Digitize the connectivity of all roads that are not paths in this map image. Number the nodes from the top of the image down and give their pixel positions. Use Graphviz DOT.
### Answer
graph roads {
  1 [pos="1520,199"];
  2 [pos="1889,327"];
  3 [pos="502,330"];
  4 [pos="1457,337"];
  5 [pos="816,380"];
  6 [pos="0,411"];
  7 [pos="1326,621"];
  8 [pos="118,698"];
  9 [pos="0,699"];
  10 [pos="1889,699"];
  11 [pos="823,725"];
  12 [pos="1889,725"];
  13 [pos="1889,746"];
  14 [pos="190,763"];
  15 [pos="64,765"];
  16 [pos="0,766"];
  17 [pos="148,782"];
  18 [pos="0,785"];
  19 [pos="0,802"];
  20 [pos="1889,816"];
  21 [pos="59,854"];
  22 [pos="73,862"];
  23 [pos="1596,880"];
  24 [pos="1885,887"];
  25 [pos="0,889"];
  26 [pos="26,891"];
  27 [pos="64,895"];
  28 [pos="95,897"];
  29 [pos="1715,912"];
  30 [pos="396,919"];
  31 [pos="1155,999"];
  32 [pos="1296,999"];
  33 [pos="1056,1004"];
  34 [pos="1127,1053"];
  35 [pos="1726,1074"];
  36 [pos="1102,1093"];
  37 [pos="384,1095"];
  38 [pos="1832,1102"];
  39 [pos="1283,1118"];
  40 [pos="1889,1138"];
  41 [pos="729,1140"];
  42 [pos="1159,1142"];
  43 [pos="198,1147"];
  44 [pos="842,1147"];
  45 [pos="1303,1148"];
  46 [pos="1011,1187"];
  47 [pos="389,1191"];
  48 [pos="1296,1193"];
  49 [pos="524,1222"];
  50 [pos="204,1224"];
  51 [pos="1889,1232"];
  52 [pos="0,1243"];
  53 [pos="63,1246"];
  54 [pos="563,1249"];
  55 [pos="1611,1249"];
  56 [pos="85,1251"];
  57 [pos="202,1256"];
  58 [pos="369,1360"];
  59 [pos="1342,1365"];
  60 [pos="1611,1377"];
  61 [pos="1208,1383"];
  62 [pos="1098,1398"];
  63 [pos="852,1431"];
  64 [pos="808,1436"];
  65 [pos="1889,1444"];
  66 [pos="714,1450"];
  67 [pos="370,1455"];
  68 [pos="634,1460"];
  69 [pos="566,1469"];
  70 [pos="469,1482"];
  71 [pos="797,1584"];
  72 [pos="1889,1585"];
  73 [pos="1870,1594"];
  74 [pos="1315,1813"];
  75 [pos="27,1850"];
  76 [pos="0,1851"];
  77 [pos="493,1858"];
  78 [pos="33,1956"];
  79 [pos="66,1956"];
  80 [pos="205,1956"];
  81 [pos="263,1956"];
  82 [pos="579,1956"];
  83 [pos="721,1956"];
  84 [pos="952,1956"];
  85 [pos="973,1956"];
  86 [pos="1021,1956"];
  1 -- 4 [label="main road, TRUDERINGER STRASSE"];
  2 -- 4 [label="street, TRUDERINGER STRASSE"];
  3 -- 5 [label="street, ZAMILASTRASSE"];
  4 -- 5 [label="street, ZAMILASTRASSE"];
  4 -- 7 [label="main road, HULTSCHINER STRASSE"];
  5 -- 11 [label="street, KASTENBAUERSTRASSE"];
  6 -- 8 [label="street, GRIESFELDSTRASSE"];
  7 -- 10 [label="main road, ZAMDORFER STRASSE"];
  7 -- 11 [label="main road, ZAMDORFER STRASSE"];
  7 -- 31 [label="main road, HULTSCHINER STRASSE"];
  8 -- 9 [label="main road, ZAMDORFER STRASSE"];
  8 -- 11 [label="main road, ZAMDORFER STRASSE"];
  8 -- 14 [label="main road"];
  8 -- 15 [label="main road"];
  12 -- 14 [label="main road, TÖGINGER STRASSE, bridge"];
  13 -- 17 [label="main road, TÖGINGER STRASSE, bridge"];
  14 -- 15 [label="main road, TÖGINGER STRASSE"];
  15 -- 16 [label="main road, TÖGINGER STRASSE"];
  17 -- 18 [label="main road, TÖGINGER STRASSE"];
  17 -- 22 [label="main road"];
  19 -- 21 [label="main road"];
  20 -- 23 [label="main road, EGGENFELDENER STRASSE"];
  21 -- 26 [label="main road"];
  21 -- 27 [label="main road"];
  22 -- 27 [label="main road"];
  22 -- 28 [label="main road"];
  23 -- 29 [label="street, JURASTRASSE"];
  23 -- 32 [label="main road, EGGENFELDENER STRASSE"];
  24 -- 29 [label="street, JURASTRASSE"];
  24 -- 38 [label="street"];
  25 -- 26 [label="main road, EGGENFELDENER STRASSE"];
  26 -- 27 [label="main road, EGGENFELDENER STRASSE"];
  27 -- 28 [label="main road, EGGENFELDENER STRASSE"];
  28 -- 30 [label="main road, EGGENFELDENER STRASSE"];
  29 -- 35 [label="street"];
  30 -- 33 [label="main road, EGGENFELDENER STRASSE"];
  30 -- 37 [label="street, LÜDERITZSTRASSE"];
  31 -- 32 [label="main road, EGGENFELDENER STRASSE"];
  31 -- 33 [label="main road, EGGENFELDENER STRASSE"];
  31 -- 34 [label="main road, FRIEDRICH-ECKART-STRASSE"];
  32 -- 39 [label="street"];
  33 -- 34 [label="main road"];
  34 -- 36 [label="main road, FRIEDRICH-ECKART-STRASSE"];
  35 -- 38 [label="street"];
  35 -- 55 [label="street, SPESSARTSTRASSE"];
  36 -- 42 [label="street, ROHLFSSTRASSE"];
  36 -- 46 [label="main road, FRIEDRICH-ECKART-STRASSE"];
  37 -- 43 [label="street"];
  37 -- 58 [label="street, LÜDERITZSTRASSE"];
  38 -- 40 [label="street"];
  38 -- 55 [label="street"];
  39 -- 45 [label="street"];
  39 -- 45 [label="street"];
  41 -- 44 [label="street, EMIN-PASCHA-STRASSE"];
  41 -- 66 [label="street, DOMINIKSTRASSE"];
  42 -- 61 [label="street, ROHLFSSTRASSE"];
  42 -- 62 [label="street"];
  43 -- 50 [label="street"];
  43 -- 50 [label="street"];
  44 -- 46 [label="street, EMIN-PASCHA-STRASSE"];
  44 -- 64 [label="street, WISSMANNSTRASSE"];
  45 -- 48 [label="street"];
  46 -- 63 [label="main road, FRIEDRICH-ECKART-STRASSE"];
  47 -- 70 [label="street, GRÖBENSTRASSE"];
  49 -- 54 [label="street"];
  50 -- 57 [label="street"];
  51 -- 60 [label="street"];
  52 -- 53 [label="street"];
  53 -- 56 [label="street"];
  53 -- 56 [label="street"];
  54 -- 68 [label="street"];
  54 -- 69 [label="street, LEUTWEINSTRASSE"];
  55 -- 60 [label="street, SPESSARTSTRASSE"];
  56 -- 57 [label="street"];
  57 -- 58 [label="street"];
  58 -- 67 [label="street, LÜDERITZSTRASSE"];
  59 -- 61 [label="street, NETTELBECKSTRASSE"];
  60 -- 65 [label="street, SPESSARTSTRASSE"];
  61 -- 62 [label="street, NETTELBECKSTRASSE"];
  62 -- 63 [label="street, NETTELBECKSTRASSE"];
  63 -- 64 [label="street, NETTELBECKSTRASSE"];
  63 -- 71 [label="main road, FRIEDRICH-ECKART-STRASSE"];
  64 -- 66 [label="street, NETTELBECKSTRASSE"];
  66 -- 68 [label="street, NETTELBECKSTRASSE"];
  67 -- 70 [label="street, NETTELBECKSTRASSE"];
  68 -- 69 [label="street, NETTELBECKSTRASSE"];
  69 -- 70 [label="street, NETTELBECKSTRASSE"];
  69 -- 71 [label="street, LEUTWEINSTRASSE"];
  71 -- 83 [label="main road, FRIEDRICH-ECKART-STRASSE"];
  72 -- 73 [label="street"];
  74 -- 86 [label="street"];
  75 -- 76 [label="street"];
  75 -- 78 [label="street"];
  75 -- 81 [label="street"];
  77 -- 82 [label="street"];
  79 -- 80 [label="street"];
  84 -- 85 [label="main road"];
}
--
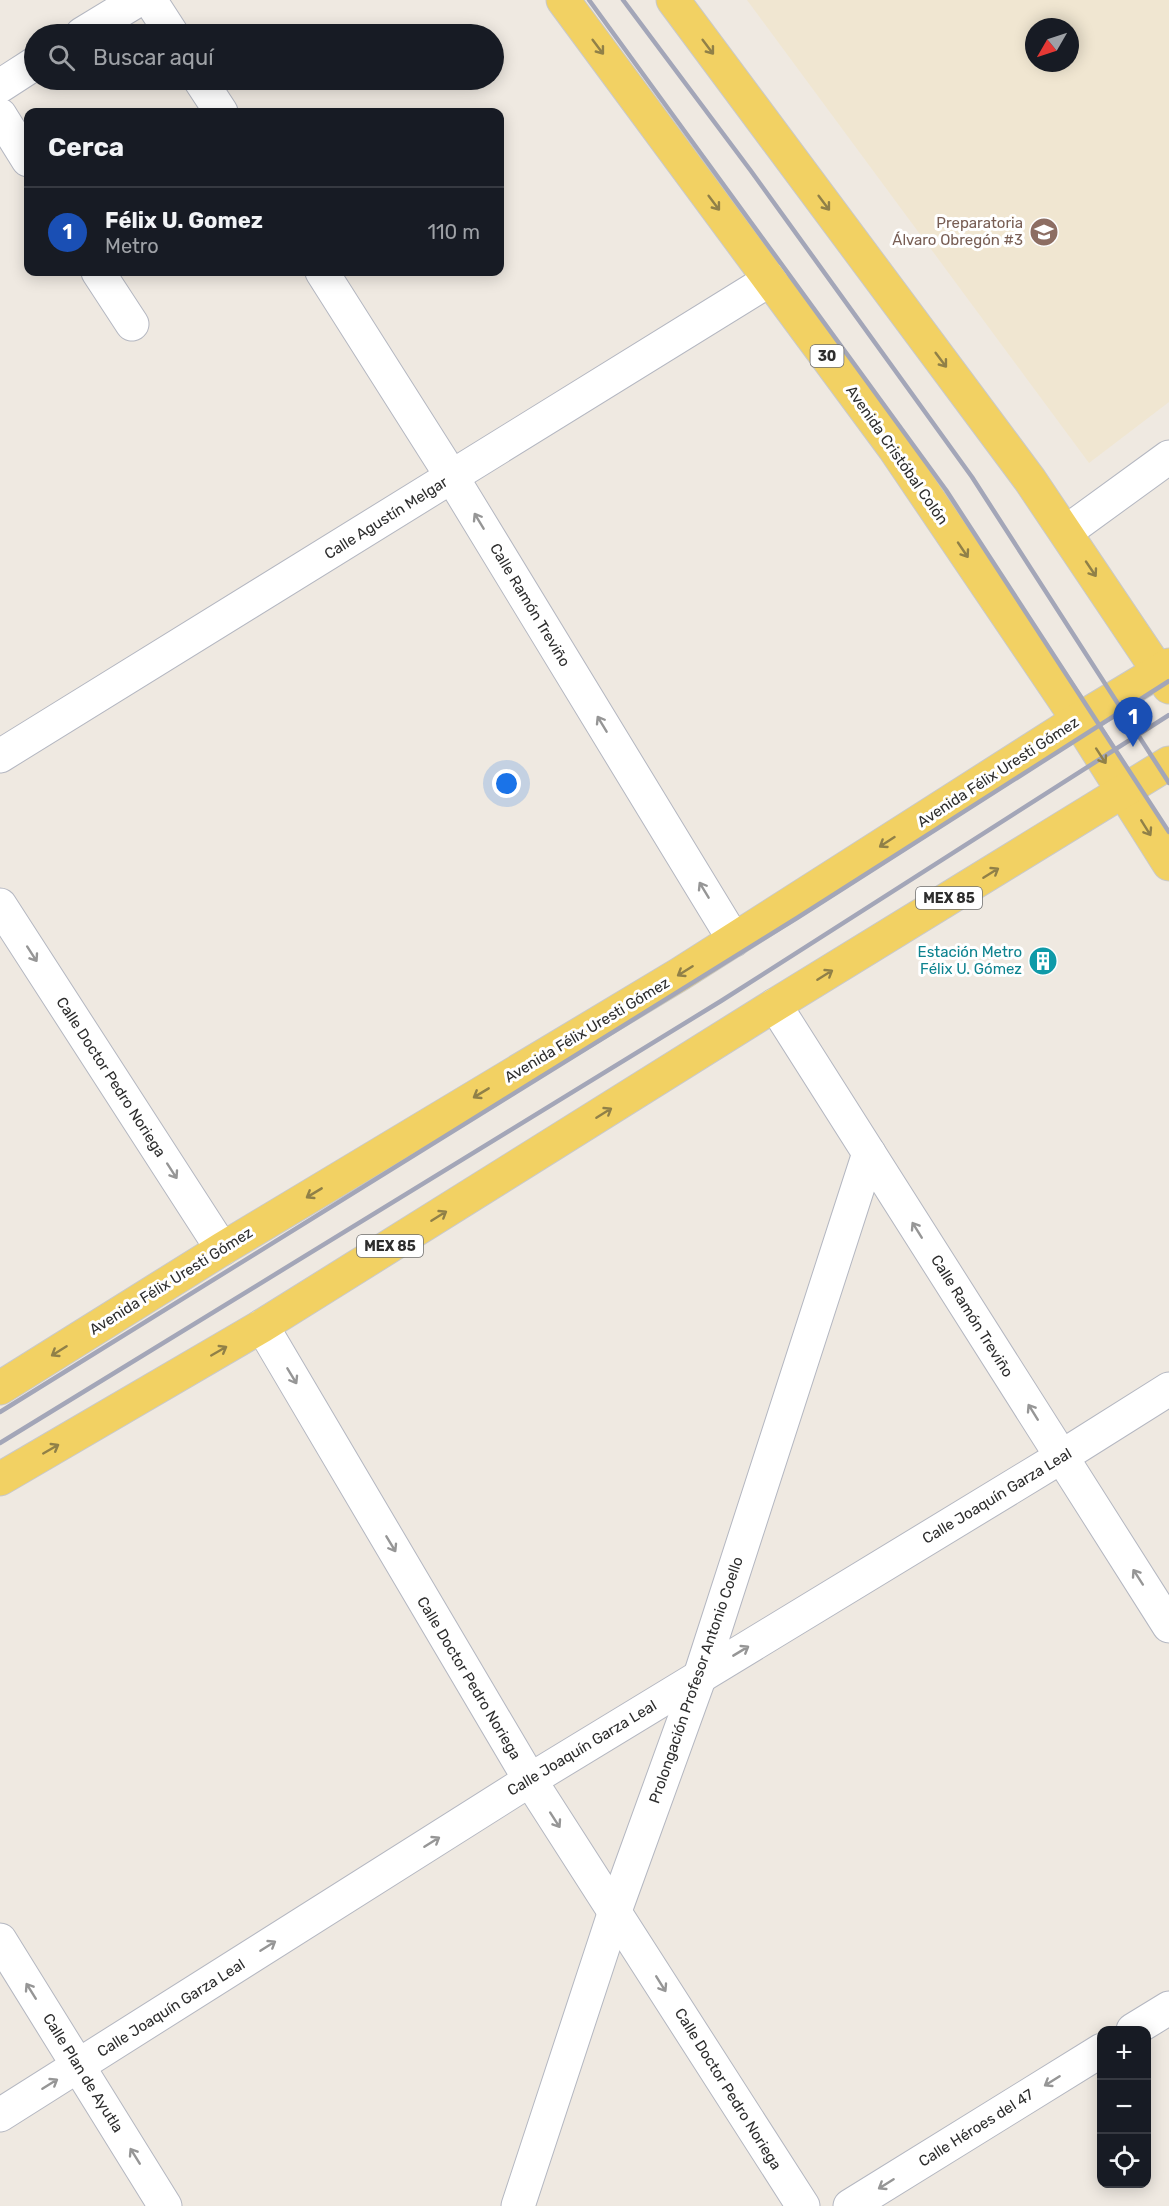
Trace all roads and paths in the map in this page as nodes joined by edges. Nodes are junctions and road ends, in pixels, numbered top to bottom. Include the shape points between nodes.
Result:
--
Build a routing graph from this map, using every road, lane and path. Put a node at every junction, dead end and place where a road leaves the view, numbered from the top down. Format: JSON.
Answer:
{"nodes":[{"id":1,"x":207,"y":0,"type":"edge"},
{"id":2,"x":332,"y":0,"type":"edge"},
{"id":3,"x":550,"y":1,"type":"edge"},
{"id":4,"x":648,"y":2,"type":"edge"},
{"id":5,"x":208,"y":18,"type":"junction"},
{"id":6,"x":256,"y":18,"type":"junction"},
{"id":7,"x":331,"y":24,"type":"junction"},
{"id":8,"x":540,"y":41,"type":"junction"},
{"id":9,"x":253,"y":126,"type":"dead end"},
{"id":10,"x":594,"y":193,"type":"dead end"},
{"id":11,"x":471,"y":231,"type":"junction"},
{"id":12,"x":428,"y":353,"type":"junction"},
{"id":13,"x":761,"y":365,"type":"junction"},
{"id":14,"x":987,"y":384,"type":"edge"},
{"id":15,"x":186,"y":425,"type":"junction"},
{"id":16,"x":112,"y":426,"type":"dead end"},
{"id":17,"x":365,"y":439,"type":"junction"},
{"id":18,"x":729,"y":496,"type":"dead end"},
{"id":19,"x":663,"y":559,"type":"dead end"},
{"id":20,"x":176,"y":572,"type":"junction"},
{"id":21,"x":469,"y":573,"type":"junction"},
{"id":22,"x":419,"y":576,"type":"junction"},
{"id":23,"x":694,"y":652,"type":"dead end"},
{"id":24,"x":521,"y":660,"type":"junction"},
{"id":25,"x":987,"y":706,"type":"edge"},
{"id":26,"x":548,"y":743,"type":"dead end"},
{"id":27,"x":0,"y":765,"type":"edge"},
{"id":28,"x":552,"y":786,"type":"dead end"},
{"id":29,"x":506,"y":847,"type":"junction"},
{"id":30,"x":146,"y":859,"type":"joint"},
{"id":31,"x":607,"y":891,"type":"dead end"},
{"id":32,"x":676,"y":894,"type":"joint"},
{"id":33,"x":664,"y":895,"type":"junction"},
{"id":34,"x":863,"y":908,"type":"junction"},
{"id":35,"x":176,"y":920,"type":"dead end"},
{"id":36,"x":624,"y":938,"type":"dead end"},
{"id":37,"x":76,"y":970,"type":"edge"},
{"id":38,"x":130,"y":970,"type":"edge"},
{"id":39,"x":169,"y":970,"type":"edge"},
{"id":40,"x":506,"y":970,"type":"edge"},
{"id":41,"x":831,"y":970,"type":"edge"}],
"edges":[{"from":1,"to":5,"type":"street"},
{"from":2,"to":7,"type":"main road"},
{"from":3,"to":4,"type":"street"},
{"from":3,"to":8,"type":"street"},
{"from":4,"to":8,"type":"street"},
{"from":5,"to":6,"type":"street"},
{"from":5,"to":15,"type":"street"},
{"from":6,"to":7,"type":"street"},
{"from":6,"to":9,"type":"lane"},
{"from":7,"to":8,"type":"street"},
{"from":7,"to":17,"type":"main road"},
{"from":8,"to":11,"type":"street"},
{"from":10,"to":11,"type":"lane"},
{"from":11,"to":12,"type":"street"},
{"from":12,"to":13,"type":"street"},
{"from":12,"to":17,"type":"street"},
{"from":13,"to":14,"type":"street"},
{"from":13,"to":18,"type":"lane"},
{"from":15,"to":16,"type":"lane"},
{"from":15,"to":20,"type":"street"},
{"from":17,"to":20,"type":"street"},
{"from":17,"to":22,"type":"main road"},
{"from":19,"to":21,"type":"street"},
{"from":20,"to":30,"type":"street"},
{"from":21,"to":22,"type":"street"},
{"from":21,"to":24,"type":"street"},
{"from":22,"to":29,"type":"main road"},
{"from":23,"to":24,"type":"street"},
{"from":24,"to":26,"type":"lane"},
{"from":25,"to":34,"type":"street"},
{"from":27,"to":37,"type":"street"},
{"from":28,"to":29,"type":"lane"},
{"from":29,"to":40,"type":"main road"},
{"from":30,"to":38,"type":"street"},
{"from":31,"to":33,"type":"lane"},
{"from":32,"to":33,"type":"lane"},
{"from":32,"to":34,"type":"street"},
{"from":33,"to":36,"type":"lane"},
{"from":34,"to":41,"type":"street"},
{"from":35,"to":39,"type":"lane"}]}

> _YOUR INSTRUCTIONS_
All lines above containing the string "this": copy each one.

> _EXERCISE RESULT_
Digitize the connectivity of all roads that are not paths in this map image. Number the nodes from the top of the image down and give their pixel positions. Use Graphviz DOT.
Trace all roads and paths in the map in this page as nodes joined by edges. Nodes are junctions and road ends, in pixels, numbered top to bottom. Include the shape points between nodes.
Build a routing graph from this map, using every road, lane and path. Put a node at every junction, dead end and place where a road leaves the view, numbered from the top down. Format: JSON.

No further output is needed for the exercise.